Gareth Cleevely

SVP, Head of Search, dentsu Media

What's been the most inspiring thing you've seen?

The day overall has been truly inspiring, using creativity to tell stories in such unique, thought-provoking, emotion-inducing ways, truly moving and motivating content and I think it was Jonathan Mildenhall who spoke about how to build a brand in the 21st century, really highlighting the importance of purpose, community and an inclusive narrative.

On the note of inclusivity, Merlee Jayme of dentsu mcgarrybowen spoke about her own experience growing up in the Philippines and the differences in humour between the East and West and how we should be celebrating and embracing these differences and that thought process really powered a lot of the content throughout the day.

It’s the differences between us that makes us unique, it’s the uniqueness that causes disruption, it’s the disruption that makes a message resonate and it’s the resonation of that message that makes it impactful to us.

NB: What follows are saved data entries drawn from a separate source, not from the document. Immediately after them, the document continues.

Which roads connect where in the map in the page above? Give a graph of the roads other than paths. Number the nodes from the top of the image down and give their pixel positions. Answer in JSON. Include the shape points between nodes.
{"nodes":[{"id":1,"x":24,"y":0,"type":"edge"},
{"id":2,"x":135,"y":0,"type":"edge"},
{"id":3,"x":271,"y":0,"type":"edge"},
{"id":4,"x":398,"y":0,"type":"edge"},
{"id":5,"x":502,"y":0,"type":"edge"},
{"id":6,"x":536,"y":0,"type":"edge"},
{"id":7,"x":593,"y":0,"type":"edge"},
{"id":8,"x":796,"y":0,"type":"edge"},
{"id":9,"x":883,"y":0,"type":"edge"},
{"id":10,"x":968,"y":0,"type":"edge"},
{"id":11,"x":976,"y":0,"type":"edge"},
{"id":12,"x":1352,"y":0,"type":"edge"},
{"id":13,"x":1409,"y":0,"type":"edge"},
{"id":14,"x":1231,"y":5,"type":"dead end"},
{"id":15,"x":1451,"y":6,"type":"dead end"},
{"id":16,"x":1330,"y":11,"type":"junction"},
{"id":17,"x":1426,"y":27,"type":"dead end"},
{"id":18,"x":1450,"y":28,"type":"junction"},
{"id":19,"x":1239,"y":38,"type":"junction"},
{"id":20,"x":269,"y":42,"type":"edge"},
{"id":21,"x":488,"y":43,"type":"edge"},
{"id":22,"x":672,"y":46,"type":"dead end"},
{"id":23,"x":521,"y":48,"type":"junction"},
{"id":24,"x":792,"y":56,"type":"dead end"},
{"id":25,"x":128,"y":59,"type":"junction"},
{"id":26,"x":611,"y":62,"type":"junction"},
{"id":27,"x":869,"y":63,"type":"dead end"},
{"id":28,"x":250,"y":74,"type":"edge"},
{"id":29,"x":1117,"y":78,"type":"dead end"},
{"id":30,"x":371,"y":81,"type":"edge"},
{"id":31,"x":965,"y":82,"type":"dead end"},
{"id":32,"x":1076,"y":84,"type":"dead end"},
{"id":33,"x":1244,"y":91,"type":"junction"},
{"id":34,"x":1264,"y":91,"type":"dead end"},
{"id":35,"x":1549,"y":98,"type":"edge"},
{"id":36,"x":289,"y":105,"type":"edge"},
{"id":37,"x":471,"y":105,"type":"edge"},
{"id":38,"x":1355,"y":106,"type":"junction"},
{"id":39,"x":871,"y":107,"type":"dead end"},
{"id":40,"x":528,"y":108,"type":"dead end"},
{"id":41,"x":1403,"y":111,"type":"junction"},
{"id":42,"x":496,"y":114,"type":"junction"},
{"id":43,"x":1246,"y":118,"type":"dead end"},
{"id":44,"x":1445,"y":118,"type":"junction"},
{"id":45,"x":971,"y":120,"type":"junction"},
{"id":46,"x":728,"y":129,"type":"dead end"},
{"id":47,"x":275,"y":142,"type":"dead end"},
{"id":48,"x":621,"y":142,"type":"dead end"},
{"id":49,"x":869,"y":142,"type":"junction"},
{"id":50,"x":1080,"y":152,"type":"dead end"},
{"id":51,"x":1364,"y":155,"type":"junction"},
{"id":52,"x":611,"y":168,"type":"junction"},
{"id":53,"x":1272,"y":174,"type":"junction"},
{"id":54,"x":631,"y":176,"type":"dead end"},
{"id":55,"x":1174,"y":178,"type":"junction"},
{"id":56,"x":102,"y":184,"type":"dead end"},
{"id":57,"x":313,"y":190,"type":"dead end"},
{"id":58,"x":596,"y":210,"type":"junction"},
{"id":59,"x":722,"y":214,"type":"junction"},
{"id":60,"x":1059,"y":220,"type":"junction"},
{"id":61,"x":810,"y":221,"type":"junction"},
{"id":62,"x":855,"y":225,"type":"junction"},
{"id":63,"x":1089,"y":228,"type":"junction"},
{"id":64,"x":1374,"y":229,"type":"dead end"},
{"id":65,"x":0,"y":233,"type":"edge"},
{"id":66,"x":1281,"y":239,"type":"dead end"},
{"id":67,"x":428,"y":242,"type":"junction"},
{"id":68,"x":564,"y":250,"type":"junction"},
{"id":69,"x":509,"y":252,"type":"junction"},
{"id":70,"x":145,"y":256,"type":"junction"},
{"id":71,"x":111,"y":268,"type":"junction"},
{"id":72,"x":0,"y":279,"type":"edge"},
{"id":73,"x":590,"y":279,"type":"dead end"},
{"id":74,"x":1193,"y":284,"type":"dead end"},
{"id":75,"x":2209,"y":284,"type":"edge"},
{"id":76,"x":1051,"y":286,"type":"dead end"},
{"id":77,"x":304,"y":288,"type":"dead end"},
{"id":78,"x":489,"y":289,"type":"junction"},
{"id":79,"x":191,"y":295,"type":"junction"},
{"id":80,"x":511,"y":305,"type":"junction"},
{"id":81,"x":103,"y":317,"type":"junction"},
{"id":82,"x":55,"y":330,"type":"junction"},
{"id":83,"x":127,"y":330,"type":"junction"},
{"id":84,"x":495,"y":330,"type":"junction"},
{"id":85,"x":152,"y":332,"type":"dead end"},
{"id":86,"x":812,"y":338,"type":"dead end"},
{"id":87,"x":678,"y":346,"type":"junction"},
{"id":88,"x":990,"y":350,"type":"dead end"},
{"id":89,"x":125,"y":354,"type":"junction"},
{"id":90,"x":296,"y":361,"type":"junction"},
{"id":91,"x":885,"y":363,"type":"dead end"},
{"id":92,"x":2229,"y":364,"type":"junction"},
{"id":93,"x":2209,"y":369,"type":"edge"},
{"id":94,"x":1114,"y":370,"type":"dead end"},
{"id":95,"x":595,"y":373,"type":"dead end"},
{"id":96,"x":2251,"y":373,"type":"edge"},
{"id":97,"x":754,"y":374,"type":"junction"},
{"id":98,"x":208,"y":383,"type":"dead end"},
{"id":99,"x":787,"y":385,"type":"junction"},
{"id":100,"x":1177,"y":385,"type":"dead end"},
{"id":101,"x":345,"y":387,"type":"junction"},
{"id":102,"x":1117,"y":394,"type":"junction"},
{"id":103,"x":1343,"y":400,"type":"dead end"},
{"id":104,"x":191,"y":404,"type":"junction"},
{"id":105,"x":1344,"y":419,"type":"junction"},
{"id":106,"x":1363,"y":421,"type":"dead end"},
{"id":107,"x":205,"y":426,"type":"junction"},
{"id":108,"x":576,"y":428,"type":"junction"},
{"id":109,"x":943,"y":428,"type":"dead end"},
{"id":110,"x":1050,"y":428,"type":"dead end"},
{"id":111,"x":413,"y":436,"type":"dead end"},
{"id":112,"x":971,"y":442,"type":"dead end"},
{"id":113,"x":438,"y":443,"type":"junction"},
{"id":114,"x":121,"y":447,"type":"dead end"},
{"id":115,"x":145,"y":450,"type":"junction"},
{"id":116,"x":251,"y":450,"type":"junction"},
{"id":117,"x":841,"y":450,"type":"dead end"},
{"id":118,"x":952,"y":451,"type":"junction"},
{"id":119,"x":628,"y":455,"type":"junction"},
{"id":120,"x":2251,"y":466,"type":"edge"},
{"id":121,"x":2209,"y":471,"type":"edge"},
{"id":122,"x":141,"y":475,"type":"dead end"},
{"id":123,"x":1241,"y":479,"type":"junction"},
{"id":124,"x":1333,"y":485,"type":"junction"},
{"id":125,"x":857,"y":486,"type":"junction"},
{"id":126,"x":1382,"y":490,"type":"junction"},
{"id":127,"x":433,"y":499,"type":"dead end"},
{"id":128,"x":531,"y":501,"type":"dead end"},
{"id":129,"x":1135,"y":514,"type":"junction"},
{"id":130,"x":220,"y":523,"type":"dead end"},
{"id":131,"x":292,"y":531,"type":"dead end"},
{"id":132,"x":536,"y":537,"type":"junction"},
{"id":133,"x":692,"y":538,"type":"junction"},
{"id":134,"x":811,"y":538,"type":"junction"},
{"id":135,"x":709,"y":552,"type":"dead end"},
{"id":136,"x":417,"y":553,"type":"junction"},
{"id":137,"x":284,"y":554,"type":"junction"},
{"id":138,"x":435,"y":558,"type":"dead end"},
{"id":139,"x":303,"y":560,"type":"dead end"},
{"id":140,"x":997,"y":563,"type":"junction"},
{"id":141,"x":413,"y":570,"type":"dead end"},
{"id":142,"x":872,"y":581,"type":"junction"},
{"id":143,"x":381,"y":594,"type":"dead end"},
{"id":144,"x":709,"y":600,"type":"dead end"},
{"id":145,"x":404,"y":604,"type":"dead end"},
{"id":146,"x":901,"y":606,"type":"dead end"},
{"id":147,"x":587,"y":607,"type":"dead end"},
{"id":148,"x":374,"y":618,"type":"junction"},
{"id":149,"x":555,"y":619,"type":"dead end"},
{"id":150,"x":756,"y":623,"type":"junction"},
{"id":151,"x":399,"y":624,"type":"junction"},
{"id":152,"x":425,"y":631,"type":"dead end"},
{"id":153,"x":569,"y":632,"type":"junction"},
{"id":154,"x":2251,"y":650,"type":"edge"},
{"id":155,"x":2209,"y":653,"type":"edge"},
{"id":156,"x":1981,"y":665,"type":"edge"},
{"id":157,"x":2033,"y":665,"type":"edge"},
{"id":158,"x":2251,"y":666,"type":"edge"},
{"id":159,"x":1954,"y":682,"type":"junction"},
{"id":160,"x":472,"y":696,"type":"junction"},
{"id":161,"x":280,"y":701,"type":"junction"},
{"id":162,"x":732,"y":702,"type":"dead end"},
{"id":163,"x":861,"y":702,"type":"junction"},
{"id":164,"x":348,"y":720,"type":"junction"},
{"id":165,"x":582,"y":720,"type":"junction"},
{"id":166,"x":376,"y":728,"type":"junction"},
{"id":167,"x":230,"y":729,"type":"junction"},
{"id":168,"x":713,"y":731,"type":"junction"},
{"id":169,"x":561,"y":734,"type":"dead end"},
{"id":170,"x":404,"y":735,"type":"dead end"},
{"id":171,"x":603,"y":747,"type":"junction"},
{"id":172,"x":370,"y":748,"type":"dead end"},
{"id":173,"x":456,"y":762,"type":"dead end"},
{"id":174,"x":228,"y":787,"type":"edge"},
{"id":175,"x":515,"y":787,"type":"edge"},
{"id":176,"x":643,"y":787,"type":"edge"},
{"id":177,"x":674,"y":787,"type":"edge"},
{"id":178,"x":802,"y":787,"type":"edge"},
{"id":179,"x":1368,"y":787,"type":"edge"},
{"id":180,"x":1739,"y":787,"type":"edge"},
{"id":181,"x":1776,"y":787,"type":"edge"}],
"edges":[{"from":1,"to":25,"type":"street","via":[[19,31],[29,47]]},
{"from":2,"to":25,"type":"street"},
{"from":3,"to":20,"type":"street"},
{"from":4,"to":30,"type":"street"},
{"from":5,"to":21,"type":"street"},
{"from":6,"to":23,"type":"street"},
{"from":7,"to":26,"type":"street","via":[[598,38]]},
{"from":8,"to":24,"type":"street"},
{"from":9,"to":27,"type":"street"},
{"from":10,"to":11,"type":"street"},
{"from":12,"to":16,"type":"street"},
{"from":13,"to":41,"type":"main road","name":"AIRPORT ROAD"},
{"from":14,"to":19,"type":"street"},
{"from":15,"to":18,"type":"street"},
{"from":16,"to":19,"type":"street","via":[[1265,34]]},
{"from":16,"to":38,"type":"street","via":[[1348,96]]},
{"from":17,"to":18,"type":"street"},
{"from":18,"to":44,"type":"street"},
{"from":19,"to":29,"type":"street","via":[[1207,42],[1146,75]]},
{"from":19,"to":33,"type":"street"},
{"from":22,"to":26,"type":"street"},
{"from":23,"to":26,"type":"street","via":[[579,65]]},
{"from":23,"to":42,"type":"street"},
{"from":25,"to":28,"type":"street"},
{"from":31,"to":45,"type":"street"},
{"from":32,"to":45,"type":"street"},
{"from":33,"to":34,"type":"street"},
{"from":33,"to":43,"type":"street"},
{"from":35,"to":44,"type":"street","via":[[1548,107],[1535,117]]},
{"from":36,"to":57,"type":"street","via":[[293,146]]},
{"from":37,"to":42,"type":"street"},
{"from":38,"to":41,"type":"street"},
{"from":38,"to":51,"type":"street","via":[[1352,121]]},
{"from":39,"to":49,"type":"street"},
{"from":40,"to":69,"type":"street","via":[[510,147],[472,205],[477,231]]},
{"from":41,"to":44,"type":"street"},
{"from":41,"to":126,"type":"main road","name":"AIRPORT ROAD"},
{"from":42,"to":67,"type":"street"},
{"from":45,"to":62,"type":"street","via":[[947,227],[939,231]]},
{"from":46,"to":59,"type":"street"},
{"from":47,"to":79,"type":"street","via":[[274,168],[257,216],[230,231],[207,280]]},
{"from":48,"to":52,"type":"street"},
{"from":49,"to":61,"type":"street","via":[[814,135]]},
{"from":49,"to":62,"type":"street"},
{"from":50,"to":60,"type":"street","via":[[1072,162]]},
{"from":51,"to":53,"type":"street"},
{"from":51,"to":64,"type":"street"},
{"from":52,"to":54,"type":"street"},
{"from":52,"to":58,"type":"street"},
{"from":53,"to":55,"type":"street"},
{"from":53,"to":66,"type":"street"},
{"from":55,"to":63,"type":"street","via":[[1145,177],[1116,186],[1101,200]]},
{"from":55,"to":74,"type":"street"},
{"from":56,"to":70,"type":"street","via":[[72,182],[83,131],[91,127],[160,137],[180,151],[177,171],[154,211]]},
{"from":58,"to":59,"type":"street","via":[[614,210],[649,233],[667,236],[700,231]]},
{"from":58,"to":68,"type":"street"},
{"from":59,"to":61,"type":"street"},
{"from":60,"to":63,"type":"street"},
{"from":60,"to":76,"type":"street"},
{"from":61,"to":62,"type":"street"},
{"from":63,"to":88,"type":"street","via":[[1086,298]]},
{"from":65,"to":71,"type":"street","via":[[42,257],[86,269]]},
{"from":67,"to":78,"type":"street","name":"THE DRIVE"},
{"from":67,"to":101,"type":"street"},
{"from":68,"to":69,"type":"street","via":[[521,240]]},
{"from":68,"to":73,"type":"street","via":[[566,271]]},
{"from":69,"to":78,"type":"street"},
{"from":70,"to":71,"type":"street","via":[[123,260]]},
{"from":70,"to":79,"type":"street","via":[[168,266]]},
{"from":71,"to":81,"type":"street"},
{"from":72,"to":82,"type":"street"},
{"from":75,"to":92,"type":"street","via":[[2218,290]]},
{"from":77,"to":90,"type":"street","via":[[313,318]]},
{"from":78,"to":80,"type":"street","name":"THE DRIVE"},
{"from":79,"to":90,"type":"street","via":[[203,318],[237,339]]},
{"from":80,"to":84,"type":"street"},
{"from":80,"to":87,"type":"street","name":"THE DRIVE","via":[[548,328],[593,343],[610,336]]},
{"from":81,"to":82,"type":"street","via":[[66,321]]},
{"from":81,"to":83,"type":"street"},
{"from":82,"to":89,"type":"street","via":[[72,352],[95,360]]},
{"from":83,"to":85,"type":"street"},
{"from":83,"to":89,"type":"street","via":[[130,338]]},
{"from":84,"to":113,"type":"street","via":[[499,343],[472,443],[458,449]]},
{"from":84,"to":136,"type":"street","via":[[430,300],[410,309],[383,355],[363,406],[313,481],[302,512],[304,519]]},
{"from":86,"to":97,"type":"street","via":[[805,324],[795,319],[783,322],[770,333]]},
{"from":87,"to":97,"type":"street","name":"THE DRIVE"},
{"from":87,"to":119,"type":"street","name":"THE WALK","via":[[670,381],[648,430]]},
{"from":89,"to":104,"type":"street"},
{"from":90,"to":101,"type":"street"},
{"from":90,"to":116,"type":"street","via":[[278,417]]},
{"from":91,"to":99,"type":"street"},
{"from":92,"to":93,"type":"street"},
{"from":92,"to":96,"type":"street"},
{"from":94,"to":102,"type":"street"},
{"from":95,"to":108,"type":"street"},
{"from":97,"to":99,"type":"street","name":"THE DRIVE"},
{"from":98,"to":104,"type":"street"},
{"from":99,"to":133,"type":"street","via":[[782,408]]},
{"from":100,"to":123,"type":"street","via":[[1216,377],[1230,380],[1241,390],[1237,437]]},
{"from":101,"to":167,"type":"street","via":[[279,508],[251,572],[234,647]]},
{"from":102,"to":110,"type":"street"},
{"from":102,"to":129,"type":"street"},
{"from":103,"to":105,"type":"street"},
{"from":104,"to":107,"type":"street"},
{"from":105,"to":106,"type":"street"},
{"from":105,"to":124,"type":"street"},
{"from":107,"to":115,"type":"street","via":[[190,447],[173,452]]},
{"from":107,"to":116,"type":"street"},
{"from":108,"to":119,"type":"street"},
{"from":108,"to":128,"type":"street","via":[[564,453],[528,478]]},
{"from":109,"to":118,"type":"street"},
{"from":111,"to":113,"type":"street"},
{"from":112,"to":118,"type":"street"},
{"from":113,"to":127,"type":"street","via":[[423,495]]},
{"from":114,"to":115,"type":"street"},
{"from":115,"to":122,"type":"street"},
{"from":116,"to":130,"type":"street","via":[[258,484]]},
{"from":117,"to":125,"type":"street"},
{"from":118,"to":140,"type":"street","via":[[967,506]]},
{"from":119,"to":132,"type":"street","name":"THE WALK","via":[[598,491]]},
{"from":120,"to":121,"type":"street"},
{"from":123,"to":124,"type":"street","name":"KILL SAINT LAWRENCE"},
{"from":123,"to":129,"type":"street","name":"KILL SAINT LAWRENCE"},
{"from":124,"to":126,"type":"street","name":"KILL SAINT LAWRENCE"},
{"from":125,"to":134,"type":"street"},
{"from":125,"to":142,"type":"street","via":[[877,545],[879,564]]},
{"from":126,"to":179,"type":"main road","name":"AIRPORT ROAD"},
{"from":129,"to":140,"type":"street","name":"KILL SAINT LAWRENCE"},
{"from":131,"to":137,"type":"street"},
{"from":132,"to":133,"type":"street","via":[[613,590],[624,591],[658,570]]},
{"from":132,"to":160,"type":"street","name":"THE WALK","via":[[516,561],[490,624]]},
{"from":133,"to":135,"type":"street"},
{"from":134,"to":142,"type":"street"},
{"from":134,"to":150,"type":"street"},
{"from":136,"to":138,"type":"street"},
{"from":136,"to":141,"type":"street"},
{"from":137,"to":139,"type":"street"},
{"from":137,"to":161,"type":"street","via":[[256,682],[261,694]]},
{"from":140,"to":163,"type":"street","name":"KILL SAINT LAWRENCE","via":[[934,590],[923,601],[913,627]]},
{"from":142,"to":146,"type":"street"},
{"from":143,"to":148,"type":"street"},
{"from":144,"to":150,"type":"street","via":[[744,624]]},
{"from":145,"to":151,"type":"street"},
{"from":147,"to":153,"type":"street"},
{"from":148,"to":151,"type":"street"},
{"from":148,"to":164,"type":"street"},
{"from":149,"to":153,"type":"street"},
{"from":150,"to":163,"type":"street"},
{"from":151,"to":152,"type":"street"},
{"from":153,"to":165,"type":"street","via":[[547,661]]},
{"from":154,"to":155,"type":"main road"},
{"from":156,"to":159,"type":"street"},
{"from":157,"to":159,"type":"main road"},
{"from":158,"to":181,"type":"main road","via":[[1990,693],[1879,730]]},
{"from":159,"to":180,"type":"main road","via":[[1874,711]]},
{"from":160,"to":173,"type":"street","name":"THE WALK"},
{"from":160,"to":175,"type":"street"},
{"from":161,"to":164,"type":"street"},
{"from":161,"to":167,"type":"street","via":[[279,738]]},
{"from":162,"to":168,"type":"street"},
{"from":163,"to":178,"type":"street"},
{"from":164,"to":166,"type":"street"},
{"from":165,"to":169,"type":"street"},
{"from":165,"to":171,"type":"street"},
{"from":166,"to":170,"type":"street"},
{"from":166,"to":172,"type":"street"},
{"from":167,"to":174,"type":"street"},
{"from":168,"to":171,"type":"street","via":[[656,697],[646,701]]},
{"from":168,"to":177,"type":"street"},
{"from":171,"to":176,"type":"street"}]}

As the people viewing it.

If I was to label an individual campaign as the most inspiring, then it would hand- down have to be the Grand Prix winner Sinyi Realty. They are a Taiwan-based housing realtor company. But they reimagined their purpose to go beyond selling houses to selling hope.

To do this they built a creative and a short film format which elegantly exhibited a young woman working for a housing registration office, witnessing both the excitement of marriage and the tragedy of divorce multiple times on a daily basis and she was struggling with her own internal fear of commitment. The campaign itself raised an current cultural challenge within Taiwan which is the high divorce rate. But beyond that, the impact was in its subtlety and they really let the power of storytelling resonate. 

What surprised you?

This is a very intricate piece, is that we consistently hear across all the trends that the new norm is short attention spans and yet a lot of the winners and finalists flew in the face of this, by creating long form content. In some cases, full feature-length films. In a world which progresses six seconds at a time, it is okay to slow down. Disruption can come in many forms but quality, differentiation remains key. 

What work or content really impressed you?

What truly went beyond the norm was called Womb Stories by Bodyform. Now, this was a wordless yet so impactful short-form video. It tackled so many topics within the same theme pertaining to a female’s womb. They utilised incredible visuals which captured both comedic aspects of life but then also presented a sincere depiction of devastating loss. And the campaign itself captured love, hate, pain, joy, all in a single short-form video, opening up so many discussions of truly sensitive topics that we go through during life, and to do all of that in a single film, I thought was incredible.

What have you seen that will have the biggest implications for our industry over the next 12 months? 

I believe the key implication which will inevitably last beyond just this event, in my opinion, is that it’s not enough for culture to be embedded within the creative but that the creatives need to embed themselves within the culture.

Let me say that again: it is not enough for culture to be embedded within the creative but the creatives need to embed themselves within the culture. Think about it. That is the crucial difference between authenticity and insulting inaccuracy or between an award-winning, culture-changing piece and a tone-deaf affair surrounded with negative sentiment. 

That to me is something which is going to last beyond this. It’s about being true, about being relevant, about taking action and, more than anything, about being sincere. In all of our creative, the way we build it, the way we discuss it, the way we ideate and the way we execute. Sincerity is key.